Alitalia's chief executive Renato Riverso may well want to think about returning to the computer industry. His promise to produce a concrete restructuring plan has failed to materialise, leading to considerable employee frustration, their refusal to guarantee a no-strike period, and a breakdown in the latest round of discussions.

Without the 'no-strike' promise state holding company IRI will not consider a recapitalisation of the carrier, as it says a 'rational investor' would not take the risk in the airline. IRI may yet avoid the scrutiny of the European Commission over the recapitalisation, but Brussels is already asking questions about the sale of Aeroporti di Roma by Alitalia to Cofiri, the financing arm of IRI.

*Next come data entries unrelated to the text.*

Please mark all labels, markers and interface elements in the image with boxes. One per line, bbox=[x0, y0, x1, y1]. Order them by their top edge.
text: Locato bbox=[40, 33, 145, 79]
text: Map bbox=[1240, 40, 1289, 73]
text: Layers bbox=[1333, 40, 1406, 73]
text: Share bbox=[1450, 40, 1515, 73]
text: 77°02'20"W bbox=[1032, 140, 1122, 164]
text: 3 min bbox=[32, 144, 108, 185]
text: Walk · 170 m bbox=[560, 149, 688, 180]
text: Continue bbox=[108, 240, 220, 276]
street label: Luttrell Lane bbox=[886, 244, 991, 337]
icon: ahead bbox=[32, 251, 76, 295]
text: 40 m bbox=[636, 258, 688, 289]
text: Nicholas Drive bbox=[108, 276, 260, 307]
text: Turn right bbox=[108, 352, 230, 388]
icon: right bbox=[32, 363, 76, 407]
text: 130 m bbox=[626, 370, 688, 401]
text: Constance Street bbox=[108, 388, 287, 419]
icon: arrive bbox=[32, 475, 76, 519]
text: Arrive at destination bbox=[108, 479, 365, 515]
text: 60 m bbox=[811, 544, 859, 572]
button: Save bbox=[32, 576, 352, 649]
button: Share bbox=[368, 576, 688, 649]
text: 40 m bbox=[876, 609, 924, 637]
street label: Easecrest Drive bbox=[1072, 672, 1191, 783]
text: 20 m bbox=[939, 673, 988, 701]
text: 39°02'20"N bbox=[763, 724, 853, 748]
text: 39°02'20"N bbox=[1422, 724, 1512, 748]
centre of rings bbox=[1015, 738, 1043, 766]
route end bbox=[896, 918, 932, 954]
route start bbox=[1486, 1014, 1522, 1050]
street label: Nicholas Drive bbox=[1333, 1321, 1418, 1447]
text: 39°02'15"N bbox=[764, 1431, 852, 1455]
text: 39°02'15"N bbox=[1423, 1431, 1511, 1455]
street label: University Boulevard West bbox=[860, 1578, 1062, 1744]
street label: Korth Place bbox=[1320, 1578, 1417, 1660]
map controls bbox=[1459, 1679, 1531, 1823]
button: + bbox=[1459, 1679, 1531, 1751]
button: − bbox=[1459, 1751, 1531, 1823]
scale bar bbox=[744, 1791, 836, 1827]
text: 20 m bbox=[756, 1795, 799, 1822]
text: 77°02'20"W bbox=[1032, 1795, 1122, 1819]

At presstime, talks between the Italian flag carrier and its unions had broken down, and IRI referred the dispute back to a government which is itself in turmoil.

Alitalia wants an 18-month labour peace pact to pave the way for a L1,500 billion ($953 million) injection. One proposal suggests one third of this will come from employee stakes and private investors, while IRI will provide the remainder. Alitalia needs the capital to fund redundancies and reduce its debt, which was L3,562 billion as of 30 June 1995.

Some unions were ready to agree to nine months of no strikes and a 3.5 per cent pay increase, but the pilots refused. Captain Paolo Mariani at pilot's union Anpac says a new management is vital for the carrier's survival. But as one Alitalia source comments: a change at the top would probably 'just delay the actions which need to be taken'.